» Assignment: When copying the records below, keep every word as it is and drop the images.

Stored data:

*** Begin section ***

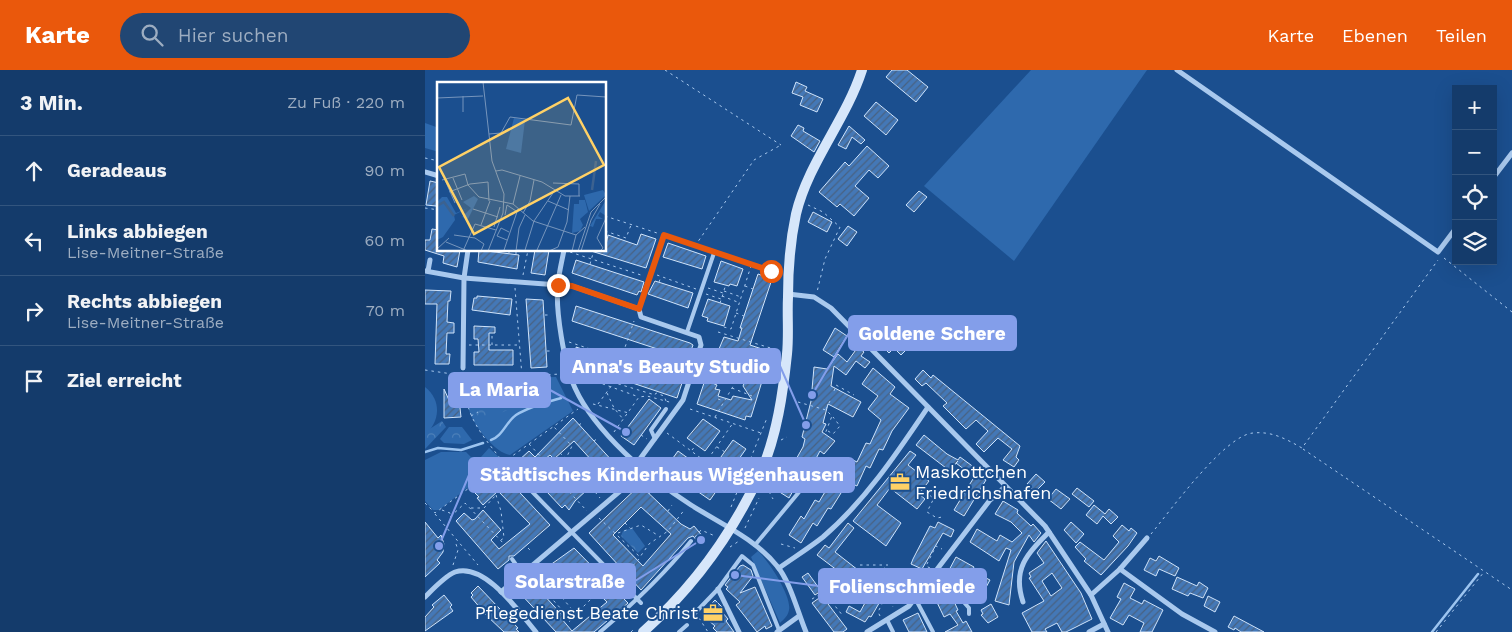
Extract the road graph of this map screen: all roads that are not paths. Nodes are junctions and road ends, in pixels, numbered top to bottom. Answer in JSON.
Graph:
{"nodes":[{"id":1,"x":862,"y":70,"type":"edge"},
{"id":2,"x":1177,"y":70,"type":"edge"},
{"id":3,"x":1512,"y":153,"type":"edge"},
{"id":4,"x":1495,"y":175,"type":"edge"},
{"id":5,"x":1452,"y":233,"type":"edge"},
{"id":6,"x":664,"y":235,"type":"road end"},
{"id":7,"x":468,"y":251,"type":"edge"},
{"id":8,"x":565,"y":251,"type":"edge"},
{"id":9,"x":714,"y":252,"type":"road end"},
{"id":10,"x":430,"y":260,"type":"dead end"},
{"id":11,"x":427,"y":271,"type":"edge"},
{"id":12,"x":464,"y":278,"type":"junction"},
{"id":13,"x":558,"y":285,"type":"junction"},
{"id":14,"x":787,"y":294,"type":"junction"},
{"id":15,"x":639,"y":309,"type":"junction"},
{"id":16,"x":687,"y":332,"type":"junction"},
{"id":17,"x":463,"y":368,"type":"road end"},
{"id":18,"x":928,"y":407,"type":"junction"},
{"id":19,"x":666,"y":409,"type":"dead end"},
{"id":20,"x":655,"y":439,"type":"junction"},
{"id":21,"x":503,"y":462,"type":"road end"},
{"id":22,"x":637,"y":463,"type":"junction"},
{"id":23,"x":819,"y":468,"type":"dead end"},
{"id":24,"x":643,"y":469,"type":"junction"},
{"id":25,"x":611,"y":470,"type":"dead end"},
{"id":26,"x":626,"y":486,"type":"junction"},
{"id":27,"x":1005,"y":487,"type":"junction"},
{"id":28,"x":730,"y":528,"type":"junction"},
{"id":29,"x":1049,"y":532,"type":"junction"},
{"id":30,"x":572,"y":533,"type":"junction"},
{"id":31,"x":1147,"y":538,"type":"road end"},
{"id":32,"x":691,"y":541,"type":"road end"},
{"id":33,"x":755,"y":545,"type":"junction"},
{"id":34,"x":512,"y":559,"type":"dead end"},
{"id":35,"x":529,"y":568,"type":"junction"},
{"id":36,"x":779,"y":568,"type":"junction"},
{"id":37,"x":1120,"y":570,"type":"junction"},
{"id":38,"x":934,"y":572,"type":"junction"},
{"id":39,"x":522,"y":573,"type":"junction"},
{"id":40,"x":545,"y":587,"type":"road end"},
{"id":41,"x":718,"y":589,"type":"junction"},
{"id":42,"x":501,"y":592,"type":"junction"},
{"id":43,"x":1091,"y":595,"type":"junction"},
{"id":44,"x":425,"y":597,"type":"edge"},
{"id":45,"x":915,"y":598,"type":"junction"},
{"id":46,"x":640,"y":601,"type":"junction"},
{"id":47,"x":1023,"y":602,"type":"dead end"},
{"id":48,"x":695,"y":613,"type":"road end"},
{"id":49,"x":969,"y":614,"type":"dead end"},
{"id":50,"x":799,"y":616,"type":"junction"},
{"id":51,"x":885,"y":621,"type":"junction"},
{"id":52,"x":1104,"y":624,"type":"junction"},
{"id":53,"x":687,"y":625,"type":"dead end"},
{"id":54,"x":640,"y":629,"type":"edge"},
{"id":55,"x":778,"y":631,"type":"edge"},
{"id":56,"x":536,"y":632,"type":"edge"},
{"id":57,"x":600,"y":632,"type":"edge"},
{"id":58,"x":679,"y":632,"type":"edge"},
{"id":59,"x":739,"y":632,"type":"edge"},
{"id":60,"x":806,"y":632,"type":"edge"},
{"id":61,"x":867,"y":632,"type":"edge"},
{"id":62,"x":893,"y":632,"type":"edge"},
{"id":63,"x":933,"y":632,"type":"edge"},
{"id":64,"x":1089,"y":632,"type":"edge"},
{"id":65,"x":1109,"y":632,"type":"edge"},
{"id":66,"x":1215,"y":632,"type":"edge"}],
"edges":[{"from":1,"to":14,"type":"main road"},
{"from":2,"to":5,"type":"street"},
{"from":3,"to":4,"type":"street"},
{"from":6,"to":15,"type":"lane"},
{"from":7,"to":12,"type":"street"},
{"from":8,"to":13,"type":"street"},
{"from":9,"to":16,"type":"lane"},
{"from":10,"to":11,"type":"street"},
{"from":11,"to":12,"type":"street"},
{"from":12,"to":13,"type":"street"},
{"from":12,"to":17,"type":"street"},
{"from":13,"to":15,"type":"street"},
{"from":13,"to":22,"type":"street"},
{"from":14,"to":18,"type":"street"},
{"from":14,"to":28,"type":"main road"},
{"from":15,"to":16,"type":"street"},
{"from":16,"to":20,"type":"street"},
{"from":18,"to":27,"type":"street"},
{"from":18,"to":36,"type":"street"},
{"from":19,"to":20,"type":"lane"},
{"from":20,"to":22,"type":"street"},
{"from":21,"to":30,"type":"lane"},
{"from":22,"to":24,"type":"street"},
{"from":23,"to":33,"type":"lane"},
{"from":24,"to":26,"type":"street"},
{"from":24,"to":28,"type":"street"},
{"from":25,"to":26,"type":"lane"},
{"from":26,"to":30,"type":"street"},
{"from":27,"to":29,"type":"street"},
{"from":27,"to":38,"type":"street"},
{"from":28,"to":33,"type":"street"},
{"from":28,"to":54,"type":"main road"},
{"from":29,"to":43,"type":"street"},
{"from":29,"to":47,"type":"street"},
{"from":30,"to":35,"type":"street"},
{"from":30,"to":46,"type":"lane"},
{"from":31,"to":37,"type":"street"},
{"from":32,"to":46,"type":"lane"},
{"from":33,"to":36,"type":"street"},
{"from":34,"to":39,"type":"lane"},
{"from":35,"to":39,"type":"street"},
{"from":35,"to":40,"type":"lane"},
{"from":36,"to":50,"type":"street"},
{"from":37,"to":43,"type":"street"},
{"from":37,"to":66,"type":"street"},
{"from":38,"to":45,"type":"street"},
{"from":38,"to":49,"type":"lane"},
{"from":39,"to":42,"type":"street"},
{"from":41,"to":48,"type":"lane"},
{"from":41,"to":55,"type":"lane"},
{"from":41,"to":59,"type":"street"},
{"from":42,"to":44,"type":"street"},
{"from":42,"to":56,"type":"street"},
{"from":43,"to":52,"type":"street"},
{"from":45,"to":51,"type":"street"},
{"from":45,"to":63,"type":"lane"},
{"from":46,"to":57,"type":"lane"},
{"from":50,"to":55,"type":"street"},
{"from":50,"to":60,"type":"street"},
{"from":51,"to":61,"type":"street"},
{"from":51,"to":62,"type":"lane"},
{"from":52,"to":64,"type":"street"},
{"from":52,"to":65,"type":"street"},
{"from":53,"to":58,"type":"lane"}]}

*** End section ***

» Exercise result:
Extract the road graph of this map screen: all roads that are not paths. Nodes are junctions and road ends, in pixels, numbered top to bottom. Answer in JSON.
Graph:
{"nodes":[{"id":1,"x":862,"y":70,"type":"edge"},
{"id":2,"x":1177,"y":70,"type":"edge"},
{"id":3,"x":1512,"y":153,"type":"edge"},
{"id":4,"x":1495,"y":175,"type":"edge"},
{"id":5,"x":1452,"y":233,"type":"edge"},
{"id":6,"x":664,"y":235,"type":"road end"},
{"id":7,"x":468,"y":251,"type":"edge"},
{"id":8,"x":565,"y":251,"type":"edge"},
{"id":9,"x":714,"y":252,"type":"road end"},
{"id":10,"x":430,"y":260,"type":"dead end"},
{"id":11,"x":427,"y":271,"type":"edge"},
{"id":12,"x":464,"y":278,"type":"junction"},
{"id":13,"x":558,"y":285,"type":"junction"},
{"id":14,"x":787,"y":294,"type":"junction"},
{"id":15,"x":639,"y":309,"type":"junction"},
{"id":16,"x":687,"y":332,"type":"junction"},
{"id":17,"x":463,"y":368,"type":"road end"},
{"id":18,"x":928,"y":407,"type":"junction"},
{"id":19,"x":666,"y":409,"type":"dead end"},
{"id":20,"x":655,"y":439,"type":"junction"},
{"id":21,"x":503,"y":462,"type":"road end"},
{"id":22,"x":637,"y":463,"type":"junction"},
{"id":23,"x":819,"y":468,"type":"dead end"},
{"id":24,"x":643,"y":469,"type":"junction"},
{"id":25,"x":611,"y":470,"type":"dead end"},
{"id":26,"x":626,"y":486,"type":"junction"},
{"id":27,"x":1005,"y":487,"type":"junction"},
{"id":28,"x":730,"y":528,"type":"junction"},
{"id":29,"x":1049,"y":532,"type":"junction"},
{"id":30,"x":572,"y":533,"type":"junction"},
{"id":31,"x":1147,"y":538,"type":"road end"},
{"id":32,"x":691,"y":541,"type":"road end"},
{"id":33,"x":755,"y":545,"type":"junction"},
{"id":34,"x":512,"y":559,"type":"dead end"},
{"id":35,"x":529,"y":568,"type":"junction"},
{"id":36,"x":779,"y":568,"type":"junction"},
{"id":37,"x":1120,"y":570,"type":"junction"},
{"id":38,"x":934,"y":572,"type":"junction"},
{"id":39,"x":522,"y":573,"type":"junction"},
{"id":40,"x":545,"y":587,"type":"road end"},
{"id":41,"x":718,"y":589,"type":"junction"},
{"id":42,"x":501,"y":592,"type":"junction"},
{"id":43,"x":1091,"y":595,"type":"junction"},
{"id":44,"x":425,"y":597,"type":"edge"},
{"id":45,"x":915,"y":598,"type":"junction"},
{"id":46,"x":640,"y":601,"type":"junction"},
{"id":47,"x":1023,"y":602,"type":"dead end"},
{"id":48,"x":695,"y":613,"type":"road end"},
{"id":49,"x":969,"y":614,"type":"dead end"},
{"id":50,"x":799,"y":616,"type":"junction"},
{"id":51,"x":885,"y":621,"type":"junction"},
{"id":52,"x":1104,"y":624,"type":"junction"},
{"id":53,"x":687,"y":625,"type":"dead end"},
{"id":54,"x":640,"y":629,"type":"edge"},
{"id":55,"x":778,"y":631,"type":"edge"},
{"id":56,"x":536,"y":632,"type":"edge"},
{"id":57,"x":600,"y":632,"type":"edge"},
{"id":58,"x":679,"y":632,"type":"edge"},
{"id":59,"x":739,"y":632,"type":"edge"},
{"id":60,"x":806,"y":632,"type":"edge"},
{"id":61,"x":867,"y":632,"type":"edge"},
{"id":62,"x":893,"y":632,"type":"edge"},
{"id":63,"x":933,"y":632,"type":"edge"},
{"id":64,"x":1089,"y":632,"type":"edge"},
{"id":65,"x":1109,"y":632,"type":"edge"},
{"id":66,"x":1215,"y":632,"type":"edge"}],
"edges":[{"from":1,"to":14,"type":"main road"},
{"from":2,"to":5,"type":"street"},
{"from":3,"to":4,"type":"street"},
{"from":6,"to":15,"type":"lane"},
{"from":7,"to":12,"type":"street"},
{"from":8,"to":13,"type":"street"},
{"from":9,"to":16,"type":"lane"},
{"from":10,"to":11,"type":"street"},
{"from":11,"to":12,"type":"street"},
{"from":12,"to":13,"type":"street"},
{"from":12,"to":17,"type":"street"},
{"from":13,"to":15,"type":"street"},
{"from":13,"to":22,"type":"street"},
{"from":14,"to":18,"type":"street"},
{"from":14,"to":28,"type":"main road"},
{"from":15,"to":16,"type":"street"},
{"from":16,"to":20,"type":"street"},
{"from":18,"to":27,"type":"street"},
{"from":18,"to":36,"type":"street"},
{"from":19,"to":20,"type":"lane"},
{"from":20,"to":22,"type":"street"},
{"from":21,"to":30,"type":"lane"},
{"from":22,"to":24,"type":"street"},
{"from":23,"to":33,"type":"lane"},
{"from":24,"to":26,"type":"street"},
{"from":24,"to":28,"type":"street"},
{"from":25,"to":26,"type":"lane"},
{"from":26,"to":30,"type":"street"},
{"from":27,"to":29,"type":"street"},
{"from":27,"to":38,"type":"street"},
{"from":28,"to":33,"type":"street"},
{"from":28,"to":54,"type":"main road"},
{"from":29,"to":43,"type":"street"},
{"from":29,"to":47,"type":"street"},
{"from":30,"to":35,"type":"street"},
{"from":30,"to":46,"type":"lane"},
{"from":31,"to":37,"type":"street"},
{"from":32,"to":46,"type":"lane"},
{"from":33,"to":36,"type":"street"},
{"from":34,"to":39,"type":"lane"},
{"from":35,"to":39,"type":"street"},
{"from":35,"to":40,"type":"lane"},
{"from":36,"to":50,"type":"street"},
{"from":37,"to":43,"type":"street"},
{"from":37,"to":66,"type":"street"},
{"from":38,"to":45,"type":"street"},
{"from":38,"to":49,"type":"lane"},
{"from":39,"to":42,"type":"street"},
{"from":41,"to":48,"type":"lane"},
{"from":41,"to":55,"type":"lane"},
{"from":41,"to":59,"type":"street"},
{"from":42,"to":44,"type":"street"},
{"from":42,"to":56,"type":"street"},
{"from":43,"to":52,"type":"street"},
{"from":45,"to":51,"type":"street"},
{"from":45,"to":63,"type":"lane"},
{"from":46,"to":57,"type":"lane"},
{"from":50,"to":55,"type":"street"},
{"from":50,"to":60,"type":"street"},
{"from":51,"to":61,"type":"street"},
{"from":51,"to":62,"type":"lane"},
{"from":52,"to":64,"type":"street"},
{"from":52,"to":65,"type":"street"},
{"from":53,"to":58,"type":"lane"}]}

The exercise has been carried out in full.